I am just back from an entertaining and informative session at SunLive07, with particular items of note including two MiFID experts (Bob Fuller of Equiduct and Nick Gibson of ABN) actually agreeing on most things, not least and not surprisingly that rapid
decisions by CESR are required on Best Execution and Transaction Reporting to aid implementation. There was also an insight from Reuters into the myriad features that make up “latency” - the increasingly important attribute of algorithmic trading. Versions
of the presentations should be on the Sun web site shortly. With strong themes of “green” computing (IT contributes more to carbon emissions than airlines we were told) and Web 2.0 (even if there is no exact definition of what this is) the highlight of the
plenary sessions was a counterpoint between Andrew Marr, BBC political editor, and James Gosling, “Father of Java” and VP Sun.
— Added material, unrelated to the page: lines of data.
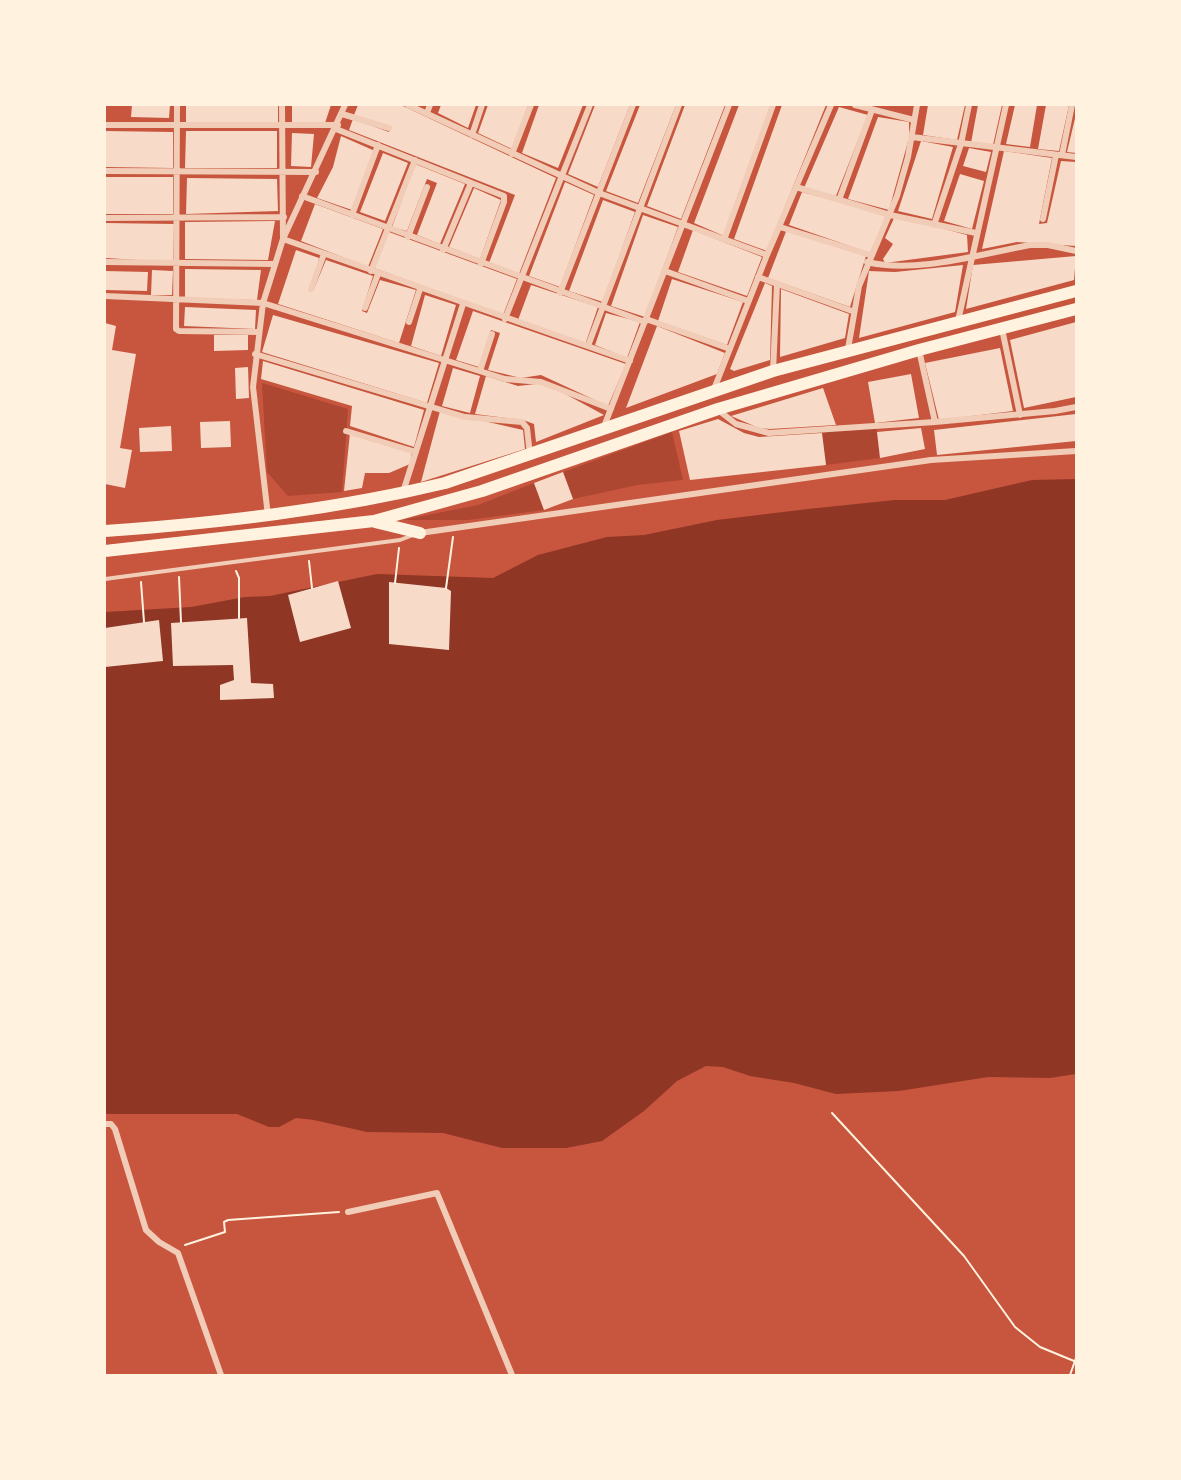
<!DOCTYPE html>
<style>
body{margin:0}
#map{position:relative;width:1181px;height:1480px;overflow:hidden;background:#c8553d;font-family:Roboto,sans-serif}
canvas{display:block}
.frame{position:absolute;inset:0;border:106px solid #fff3e0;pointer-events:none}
</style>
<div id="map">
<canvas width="1181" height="1480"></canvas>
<div class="frame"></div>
</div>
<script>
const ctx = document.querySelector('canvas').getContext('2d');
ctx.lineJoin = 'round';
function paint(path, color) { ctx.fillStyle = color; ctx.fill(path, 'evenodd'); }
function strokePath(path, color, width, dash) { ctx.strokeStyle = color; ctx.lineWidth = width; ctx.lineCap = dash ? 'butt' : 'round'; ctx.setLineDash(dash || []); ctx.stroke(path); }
paint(new Path2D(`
 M 262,383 L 348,409 L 342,492 L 288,496 L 267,472 Z
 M 876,425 L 880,458 L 826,465 L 822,433 Z
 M 672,432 L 683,480 L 637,485 L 573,499 L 563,472 Z
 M 534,483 L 544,510 L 468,520 L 402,520 L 478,505 Z`), '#ae4732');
paint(new Path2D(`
 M 1076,479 L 1076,1074 L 1050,1078 L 988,1077 L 899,1091 L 836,1094 L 794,1083 L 750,1076 L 723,1067 L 706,1066 L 677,1081 L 644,1111 L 602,1141 L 566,1148 L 502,1148 L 443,1133 L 367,1132 L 314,1120 L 296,1118 L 279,1127 L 269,1127 L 237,1114 L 105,1114 L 105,612 L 191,607 L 245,597 L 270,596 L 377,574 L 493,578 L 538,555 L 607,537 L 644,535 L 717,520 L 808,509 L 895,500 L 945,500 L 1032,480 Z`), '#8f3625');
paint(new Path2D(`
 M 132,105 L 170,105 L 169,118 L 131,117 Z
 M 186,105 L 278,105 L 278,123 L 186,123 Z
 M 292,105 L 331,105 L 325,123 L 292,122 Z
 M 358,105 L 401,105 L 556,178 L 519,274 L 489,263 L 515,195 L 349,130 L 353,119 L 389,132 L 391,128 L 354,115 Z
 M 441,105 L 476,105 L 468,128 L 438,113 Z
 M 488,105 L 528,105 L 512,149 L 478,133 Z
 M 539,105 L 583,105 L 558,168 L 522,153 Z
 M 595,105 L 630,105 L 598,187 L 568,174 Z
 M 640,105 L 676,105 L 638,203 L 606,191 Z
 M 685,105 L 725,105 L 681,219 L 647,206 Z
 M 739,105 L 771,105 L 724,236 L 694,223 Z
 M 782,105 L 826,105 L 767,251 L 734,239 Z
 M 928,105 L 965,105 L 957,140 L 923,135 Z
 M 978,105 L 1002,105 L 993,145 L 971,143 Z
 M 1015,105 L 1037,105 L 1030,147 L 1006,144 Z
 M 1046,105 L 1069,105 L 1059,151 L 1038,149 Z
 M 839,107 L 868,115 L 836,196 L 804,188 Z
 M 1076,114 L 1076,153 L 1067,152 Z
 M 878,117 L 909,122 L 909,138 L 889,210 L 848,199 Z
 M 105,131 L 173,132 L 173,168 L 105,167 Z
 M 186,131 L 277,131 L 277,168 L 185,168 Z
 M 292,133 L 314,134 L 311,167 L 291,166 Z
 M 341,136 L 375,151 L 352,210 L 317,198 L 333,167 Z
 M 921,141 L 953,147 L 932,219 L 898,211 Z
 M 969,148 L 991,152 L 986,172 L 963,166 Z
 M 1004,151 L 1052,158 L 1039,224 L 1047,223 L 1061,161 L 1076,162 L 1076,246 L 1017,242 L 982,249 Z
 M 383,153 L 408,163 L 385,221 L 360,212 Z
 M 415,164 L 465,184 L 440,244 L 417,235 L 437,183 L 427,179 L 407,231 L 392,227 Z
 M 960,174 L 984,181 L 972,229 L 944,221 Z
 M 105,177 L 173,177 L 173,214 L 105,214 Z
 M 187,178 L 277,179 L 278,211 L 186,214 Z
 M 565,182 L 594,195 L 560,287 L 529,276 Z
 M 474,188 L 501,200 L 480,259 L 449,247 Z
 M 802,192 L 887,215 L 870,253 L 789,225 Z
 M 603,200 L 635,212 L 603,302 L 569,291 Z
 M 315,204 L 383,229 L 368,267 L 301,241 Z
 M 643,215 L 678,227 L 645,317 L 611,306 Z
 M 895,216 L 967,235 L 968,252 L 885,263 L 883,259 L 893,244 L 885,238 Z
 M 275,221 L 268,260 L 185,259 L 185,222 Z
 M 105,223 L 174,224 L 173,262 L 105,258 Z
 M 787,229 L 866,256 L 850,307 L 768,278 Z
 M 693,230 L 762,257 L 747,296 L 678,272 Z
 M 389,232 L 517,279 L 503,315 L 374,268 Z
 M 296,250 L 319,258 L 313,291 L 326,260 L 373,276 L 362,311 L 367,313 L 380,280 L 416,290 L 399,343 L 278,304 Z
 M 1076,256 L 1074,280 L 966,309 L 973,265 Z
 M 963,265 L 955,312 L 859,338 L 869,271 L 895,272 Z
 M 185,269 L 261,270 L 257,300 L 185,298 Z
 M 152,270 L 173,271 L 172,295 L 151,295 Z
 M 105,271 L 148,272 L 147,291 L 105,290 Z
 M 672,279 L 743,302 L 727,345 L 658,321 Z
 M 765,283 L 772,286 L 770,360 L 734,371 L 730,369 Z
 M 531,285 L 598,307 L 585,345 L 518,320 Z
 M 781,289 L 849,314 L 845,338 L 780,357 Z
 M 425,295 L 456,305 L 441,356 L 411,346 Z
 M 185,307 L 256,310 L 255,329 L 184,326 Z
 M 473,311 L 626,364 L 608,406 L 541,375 L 521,378 L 488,370 L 500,333 L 491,330 L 479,367 L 456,360 Z
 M 606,313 L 640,322 L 627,358 L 595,345 Z
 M 273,315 L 439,363 L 427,403 L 262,352 Z
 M 1076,322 L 1076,397 L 1024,408 L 1010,340 Z
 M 105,323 L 116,326 L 112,350 L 136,354 L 120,448 L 132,450 L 125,488 L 105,484 Z
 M 657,326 L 725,353 L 717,374 L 626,408 Z
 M 214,335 L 248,335 L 248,350 L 214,351 Z
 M 1000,348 L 1013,411 L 939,420 L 925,363 Z
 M 263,361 L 424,410 L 414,447 L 350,426 L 352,406 L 261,379 Z
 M 248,367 L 249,398 L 236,399 L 235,368 Z
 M 453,368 L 480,376 L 470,413 L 442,406 Z
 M 911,374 L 919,418 L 875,423 L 868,382 Z
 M 486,376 L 518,386 L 545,383 L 604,415 L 536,442 L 534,424 L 523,420 L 475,414 Z
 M 823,388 L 836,425 L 770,429 L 759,428 L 731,416 Z
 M 440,411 L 523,430 L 525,449 L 421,482 Z
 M 1076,414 L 1076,441 L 937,455 L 934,430 Z
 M 718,419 L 744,433 L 759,437 L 822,433 L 826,465 L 690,480 L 679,431 Z
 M 230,421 L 231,447 L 201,448 L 200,422 Z
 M 171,426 L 172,451 L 140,452 L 139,428 Z
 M 921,428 L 925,449 L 880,458 L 877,432 Z
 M 350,433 L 412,452 L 410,464 L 389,473 L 365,473 L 362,488 L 344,491 Z
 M 563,472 L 573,499 L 544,510 L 534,483 Z
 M 338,581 L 351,628 L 300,642 L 288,595 Z
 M 389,582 L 446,588 L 451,591 L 449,650 L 389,644 Z
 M 247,618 L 251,683 L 273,684 L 274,698 L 220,700 L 220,685 L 234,680 L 233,665 L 173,666 L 171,623 Z
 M 159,620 L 163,661 L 105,667 L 105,628 Z`), '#f7dbc8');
strokePath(new Path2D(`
 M 309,561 L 312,588
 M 236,571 L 239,578 L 239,618
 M 179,577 L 181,622
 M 141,582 L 144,622
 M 395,583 L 399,548
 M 446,588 L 453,537
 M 832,1113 L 964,1256 L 1015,1327 L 1040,1347 L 1074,1361
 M 185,1245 L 225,1232 L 224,1222 L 228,1220 L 339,1212
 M 1070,1375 L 1076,1358`), '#fff3e0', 2);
strokePath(new Path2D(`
 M 105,579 L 400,540 L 413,535`), '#f1ccb7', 4);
strokePath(new Path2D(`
 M 177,105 L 176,329 L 179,331 L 258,332
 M 282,105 L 283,239 L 630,361
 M 408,105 L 599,193 L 767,255
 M 855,105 L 914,120
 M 427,113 L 430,105
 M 342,114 L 389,128
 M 105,125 L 338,125
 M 336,129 L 504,196 L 504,202 L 481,264
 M 472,135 L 482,105
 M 912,137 L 1076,157
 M 512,154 L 531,105
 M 1062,155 L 1072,105
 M 105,171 L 316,172
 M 796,187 L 890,215 L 976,233
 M 302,196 L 645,322
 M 839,200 L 872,110
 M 352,215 L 378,145
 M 105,218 L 284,217
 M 1043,219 L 1056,155
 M 934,225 L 961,144 L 969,105
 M 780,227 L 870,255
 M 408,237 L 427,187
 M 724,240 L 773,105
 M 443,250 L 471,183
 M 105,262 L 274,264
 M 867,262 C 916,274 980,254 1030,245 L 1048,245 L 1076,251
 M 371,271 L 415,160
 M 665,271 L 748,301
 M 758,277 L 852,311
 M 311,289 L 324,254
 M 560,293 L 633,105
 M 105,296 L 263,303 L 505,379 L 541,382 L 611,409
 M 365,308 L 378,274
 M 505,319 L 590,105
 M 646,319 L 730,349
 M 958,321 L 1006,105
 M 409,322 L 420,289
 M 1002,329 L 1020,415
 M 588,346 L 679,105
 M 848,349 L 859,286 L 897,196 L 908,157 L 917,105
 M 919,350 L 935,422
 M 255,354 L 465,417 L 522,422 L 527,428 L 530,455
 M 480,371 L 492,334
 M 773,371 L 777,284
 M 714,389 L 767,255 L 831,105
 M 718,410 L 736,424 L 769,433 L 935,422 L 1055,411 L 1076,407
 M 603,429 L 729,105
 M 346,431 L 416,452
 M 403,492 L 463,304
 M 268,516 L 253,387 L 263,303 L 283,239 L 345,105
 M 420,533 L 931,460 L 1076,451
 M 105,1124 L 111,1124 L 115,1129 L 146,1230 L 159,1242 L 178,1253 L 221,1375
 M 348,1212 L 437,1193 L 512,1375`), '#f1ccb7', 6);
strokePath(new Path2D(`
 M 375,522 L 420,533
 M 105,531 C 220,523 333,510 445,483 L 773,371 L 1076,291
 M 105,551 L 374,521 L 482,491 L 718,409 L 919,350 L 1076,309`), '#fff3e0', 12);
</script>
During this session the journalist and the Java guru covered topics as diverse as trust and privacy on the web, Britain as a surveillance
society, and why governments need to apply common sense to using eGovernment data. It was not all serious stuff though, as Marr likened blogging to "digital alcohol" – with its usage leading to the "loosing of inhibitions", and if over-indulged offering the
possibility of the blog becoming "like a late night pub conversation".
So on that note, l must sign off before I get too carried away. I will leave you with just one final observation from the Marr – Gosling double act. Both agreed that despite advances in television and web technology, there was still no substitute for experiencing
the real thing – key real life experiences for our duo were wildlife in the Galapagos for Marr, and Stonehenge for Canadian Gosling. So strong evidence that despite our growing carbon consciences, foreign travel can still be as intoxicating as ever.